Não saber as horas pode ser bom, pois nos estimula a organizar o tempo de acordo com nossas vontades. Passamos a pensar mais em nós do que na rotina. Às vezes, a correria diária não nos deixa aproveitar os momentos bons que queremos, como o próprio pôr do sol, a leitura de um bom livro, a apreciação de uma obra de arte ou aquele bom bate-papo com um amigo.

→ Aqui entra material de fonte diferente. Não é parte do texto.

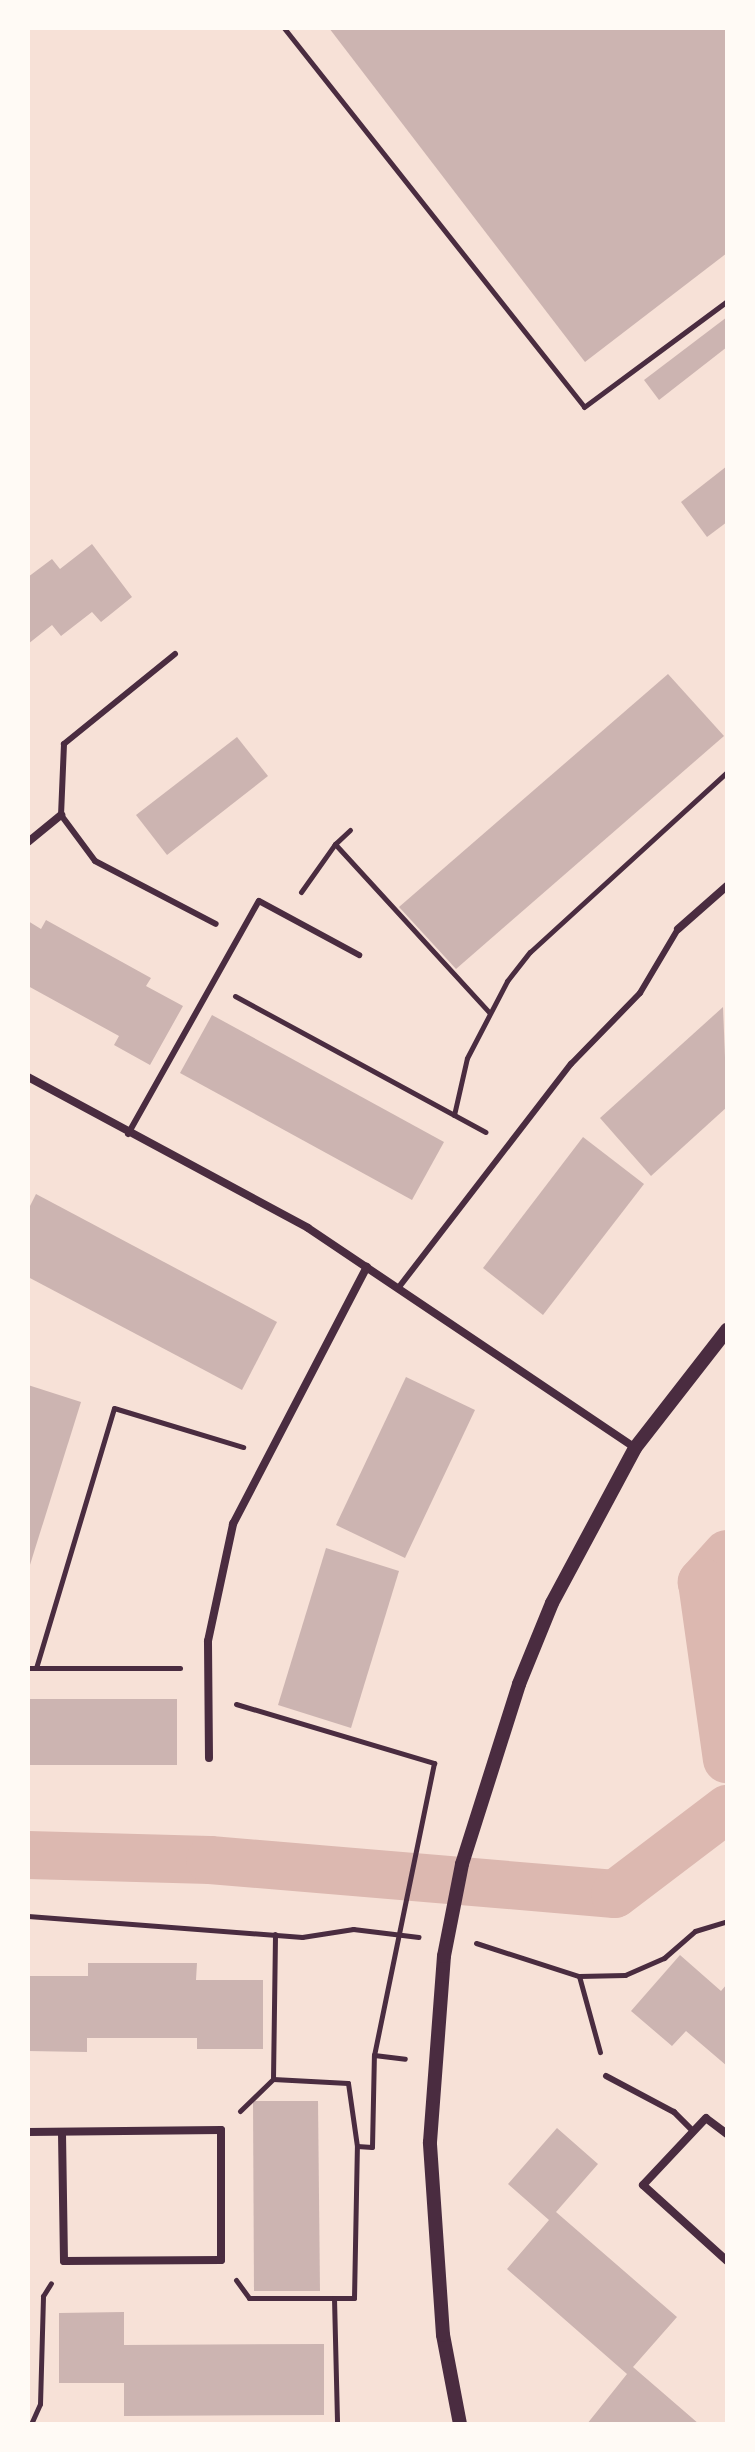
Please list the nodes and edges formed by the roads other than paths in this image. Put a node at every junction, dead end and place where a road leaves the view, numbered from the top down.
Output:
1 (175, 654) dead end
2 (61, 815) junction
3 (28, 842) edge
4 (727, 886) edge
5 (216, 924) dead end
6 (678, 929) joint
7 (359, 955) dead end
8 (28, 1077) edge
9 (128, 1134) junction
10 (367, 1267) junction
11 (399, 1287) junction
12 (727, 1330) edge
13 (635, 1448) junction
14 (209, 1758) dead end
15 (606, 2076) road end
16 (693, 2131) junction
17 (28, 2132) edge
18 (62, 2132) junction
19 (727, 2134) edge
20 (727, 2261) edge
21 (460, 2424) edge

1 - 2 lane
2 - 3 street
2 - 5 lane
4 - 6 street
6 - 11 lane
7 - 9 lane
8 - 9 street
9 - 10 street
10 - 11 street
10 - 14 street
11 - 13 street
12 - 13 street
13 - 21 street
15 - 16 lane
16 - 19 street
16 - 20 street
17 - 18 street
18 - 18 street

Será que é tão importante mesmo nos apegarmos à rotina? Eu penso que não, pois a vida passa num piscar de olhos, e muitos esquecem que o estresse só traz angústias e preocupações. Claro que não devemos esquecer a rotina de uma vez por todas, mas é sempre bom a deixar de lado algumas vezes e experimentar novas experiências que podem nos trazer momentos inesquecíveis, únicos, que talvez não se repitam.

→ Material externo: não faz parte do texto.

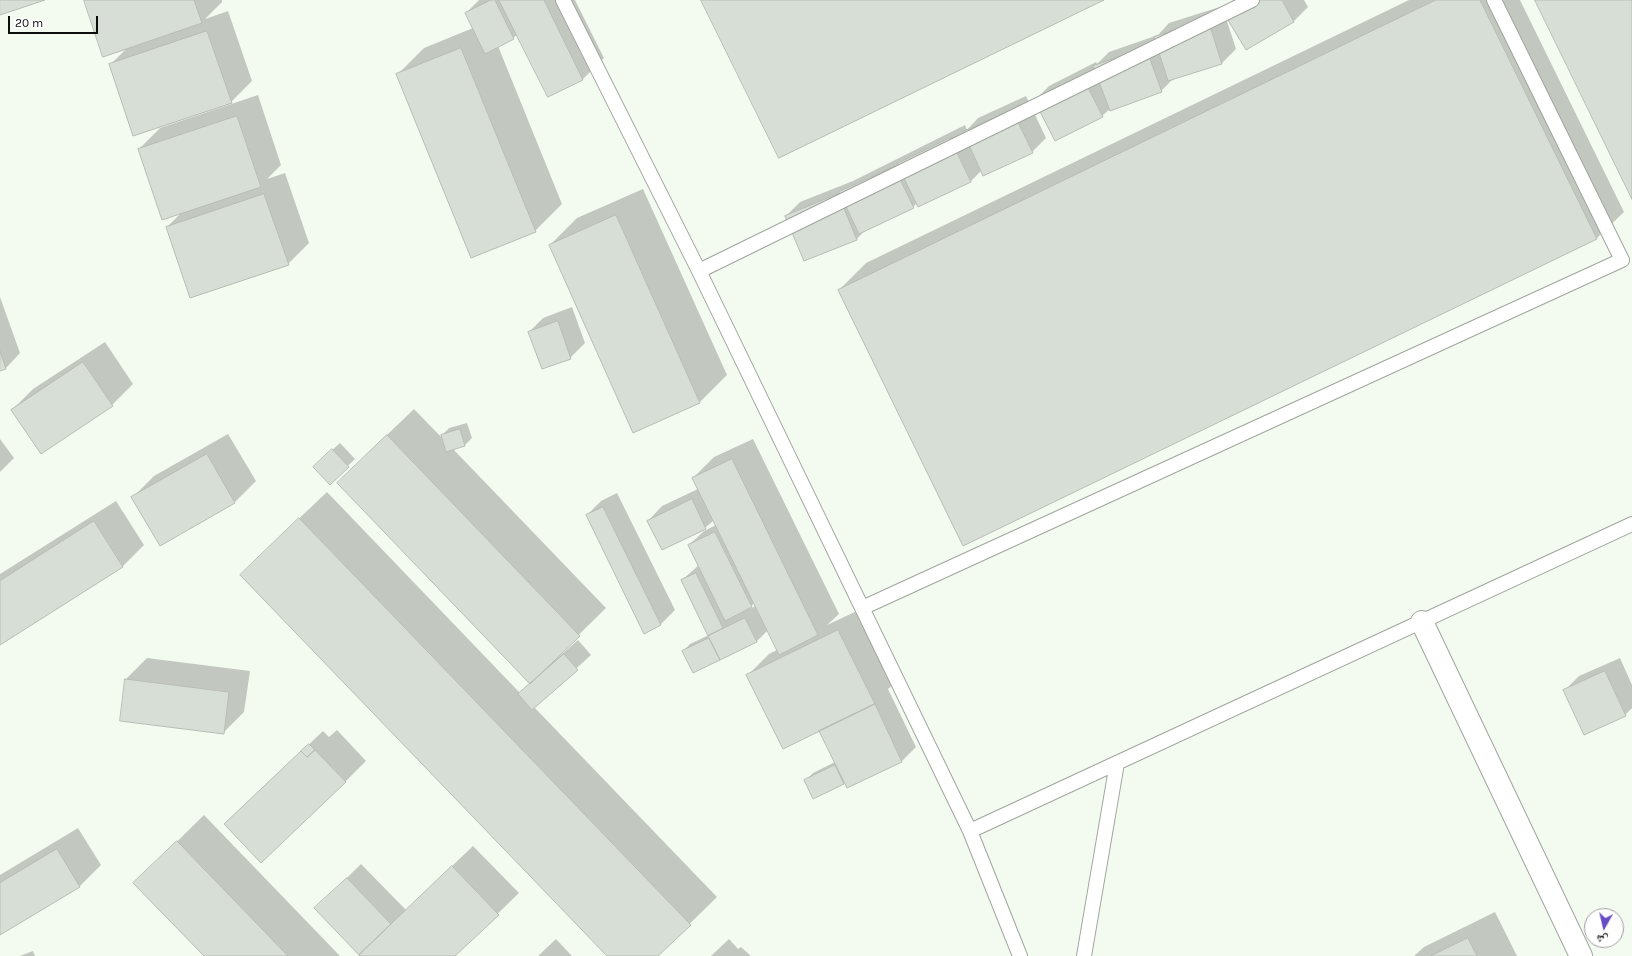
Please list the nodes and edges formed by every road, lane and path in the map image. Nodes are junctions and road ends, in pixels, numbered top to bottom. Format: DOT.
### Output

Portanto, é interessante que deixemos nossos relógios caírem no chão de vez em quando e nos libertemos das prisões dos ponteiros. Todos os dias, horas são desperdiçadas com coisas que não valem a pena. Quando um relógio cai no chão, os ponteiros dele se quebram, mas os ponteiros da nossa vida estarão sempre intactos, esperando apenas serem ajustados para nunca saírem das boas lembranças.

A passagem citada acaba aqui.